I am on a slow wifi ISP from my home in the boonies, so I am not going to try to find the link, but I think I just went to their HMI product page and found a link for C3.
Last night I read the Function Reference Manual found under Crimson 3.0
Help...Reference...
AWESOME
This afternoon, since the first day of Spring is 32 degrees, 8 inches of blowing snow and 4 more coming tonight, I am belly up, reading the whole User Manual.
THEY THOUGHT OF EVERYTHING.
I now understand that I can take a primitive and turn it into anything. Yep, I can't think of anything that I have seen on any other HMI system that can't be built from a primitive.
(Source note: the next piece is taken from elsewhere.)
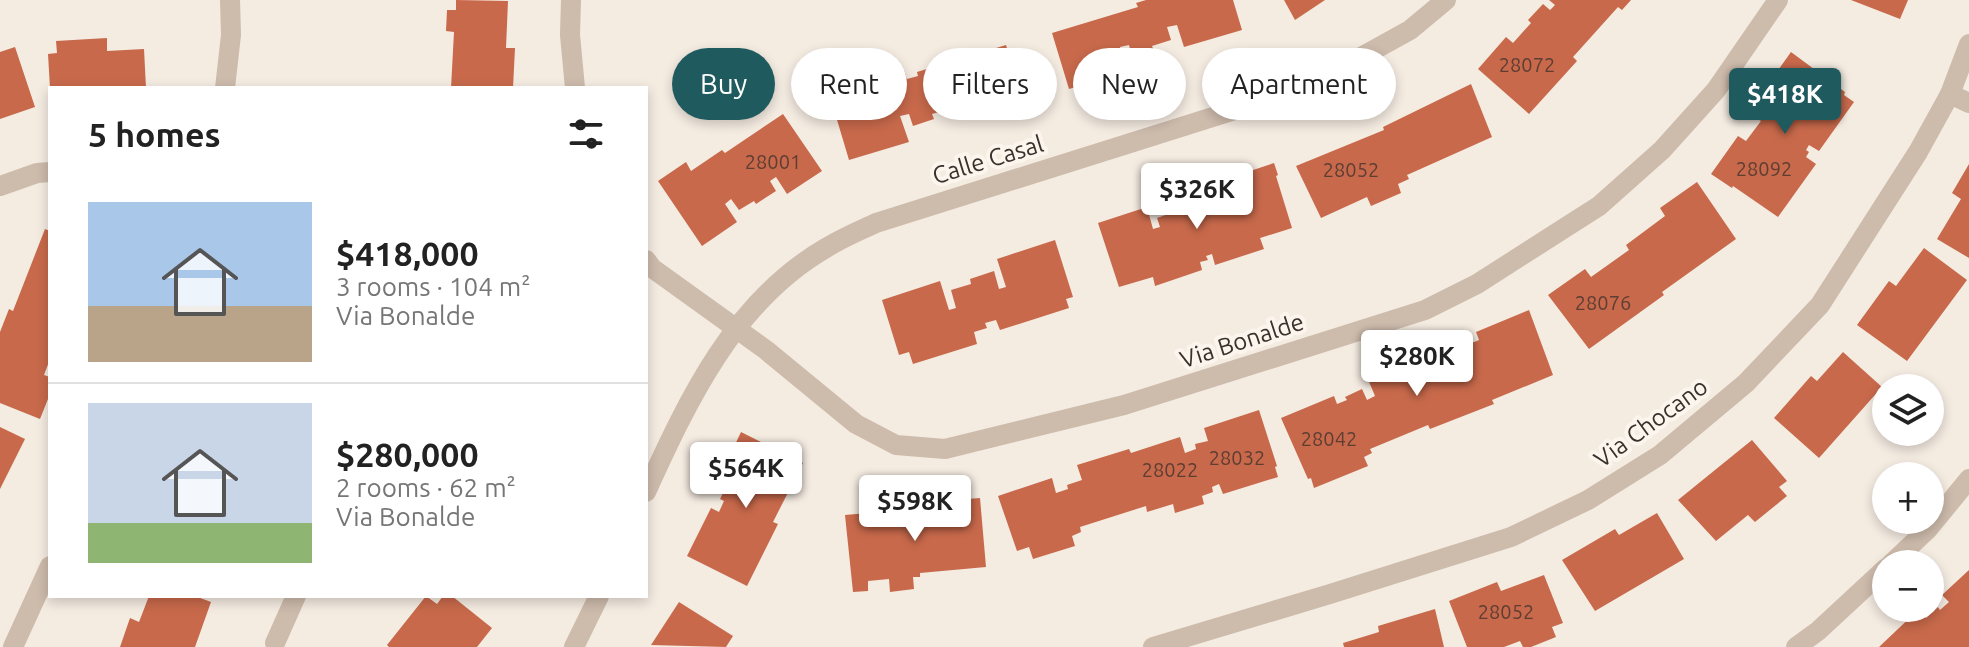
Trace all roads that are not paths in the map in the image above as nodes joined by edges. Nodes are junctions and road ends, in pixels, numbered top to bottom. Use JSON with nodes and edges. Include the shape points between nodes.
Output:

Not only is it all there, but based on what I understand so far (I am only half way through the User Manual, but I have converted one PB32 app and written one very simple app in C2), it appears that it will be very easy to create complex objects that are portable between apps, models, and languages.
AWESOME.
I don't think I need a PLC for my Hi-Speed Checkmate Checkweigher upgrade. I think a G306K could talk to the MT CPU directly and query it for net weights. The scale has a proprietary service tech protocol that enables some not-too-bad serial comms including checksum calculations, but C3 gives me all the tools!
I highly recommend reading the two manuals in the software under the Help menu before you build anything serious.